* _To do_:
Word for word, write out all of the entries that follow.

(Available records begins)

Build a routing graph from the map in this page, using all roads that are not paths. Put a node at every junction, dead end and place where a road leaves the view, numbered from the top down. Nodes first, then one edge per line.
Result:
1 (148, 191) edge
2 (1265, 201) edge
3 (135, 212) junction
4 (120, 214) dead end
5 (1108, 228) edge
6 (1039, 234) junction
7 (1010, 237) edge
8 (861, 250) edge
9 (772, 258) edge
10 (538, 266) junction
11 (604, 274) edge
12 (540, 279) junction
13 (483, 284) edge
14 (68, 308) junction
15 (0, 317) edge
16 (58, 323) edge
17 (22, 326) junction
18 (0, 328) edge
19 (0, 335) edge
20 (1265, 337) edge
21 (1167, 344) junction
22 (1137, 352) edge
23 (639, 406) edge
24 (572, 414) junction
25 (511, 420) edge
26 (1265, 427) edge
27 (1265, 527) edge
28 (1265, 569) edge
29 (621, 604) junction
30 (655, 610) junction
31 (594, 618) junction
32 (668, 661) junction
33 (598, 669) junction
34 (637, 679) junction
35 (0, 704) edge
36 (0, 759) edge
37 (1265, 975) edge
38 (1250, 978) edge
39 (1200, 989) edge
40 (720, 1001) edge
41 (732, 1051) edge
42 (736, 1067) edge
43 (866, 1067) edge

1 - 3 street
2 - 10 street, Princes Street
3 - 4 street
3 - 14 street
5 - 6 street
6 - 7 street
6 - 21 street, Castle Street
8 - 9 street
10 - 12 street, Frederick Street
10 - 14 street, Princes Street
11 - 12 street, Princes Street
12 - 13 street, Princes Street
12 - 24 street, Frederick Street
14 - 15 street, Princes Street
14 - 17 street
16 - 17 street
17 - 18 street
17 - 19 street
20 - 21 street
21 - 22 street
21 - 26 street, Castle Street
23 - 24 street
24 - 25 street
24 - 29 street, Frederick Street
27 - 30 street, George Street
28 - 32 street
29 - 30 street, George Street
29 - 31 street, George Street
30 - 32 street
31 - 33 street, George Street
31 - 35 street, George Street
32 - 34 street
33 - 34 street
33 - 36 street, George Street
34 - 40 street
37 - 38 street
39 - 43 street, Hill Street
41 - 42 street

(Available records ends)

* _Solution to this exercise_:
Build a routing graph from the map in this page, using all roads that are not paths. Put a node at every junction, dead end and place where a road leaves the view, numbered from the top down. Nodes first, then one edge per line.
Result:
1 (148, 191) edge
2 (1265, 201) edge
3 (135, 212) junction
4 (120, 214) dead end
5 (1108, 228) edge
6 (1039, 234) junction
7 (1010, 237) edge
8 (861, 250) edge
9 (772, 258) edge
10 (538, 266) junction
11 (604, 274) edge
12 (540, 279) junction
13 (483, 284) edge
14 (68, 308) junction
15 (0, 317) edge
16 (58, 323) edge
17 (22, 326) junction
18 (0, 328) edge
19 (0, 335) edge
20 (1265, 337) edge
21 (1167, 344) junction
22 (1137, 352) edge
23 (639, 406) edge
24 (572, 414) junction
25 (511, 420) edge
26 (1265, 427) edge
27 (1265, 527) edge
28 (1265, 569) edge
29 (621, 604) junction
30 (655, 610) junction
31 (594, 618) junction
32 (668, 661) junction
33 (598, 669) junction
34 (637, 679) junction
35 (0, 704) edge
36 (0, 759) edge
37 (1265, 975) edge
38 (1250, 978) edge
39 (1200, 989) edge
40 (720, 1001) edge
41 (732, 1051) edge
42 (736, 1067) edge
43 (866, 1067) edge

1 - 3 street
2 - 10 street, Princes Street
3 - 4 street
3 - 14 street
5 - 6 street
6 - 7 street
6 - 21 street, Castle Street
8 - 9 street
10 - 12 street, Frederick Street
10 - 14 street, Princes Street
11 - 12 street, Princes Street
12 - 13 street, Princes Street
12 - 24 street, Frederick Street
14 - 15 street, Princes Street
14 - 17 street
16 - 17 street
17 - 18 street
17 - 19 street
20 - 21 street
21 - 22 street
21 - 26 street, Castle Street
23 - 24 street
24 - 25 street
24 - 29 street, Frederick Street
27 - 30 street, George Street
28 - 32 street
29 - 30 street, George Street
29 - 31 street, George Street
30 - 32 street
31 - 33 street, George Street
31 - 35 street, George Street
32 - 34 street
33 - 34 street
33 - 36 street, George Street
34 - 40 street
37 - 38 street
39 - 43 street, Hill Street
41 - 42 street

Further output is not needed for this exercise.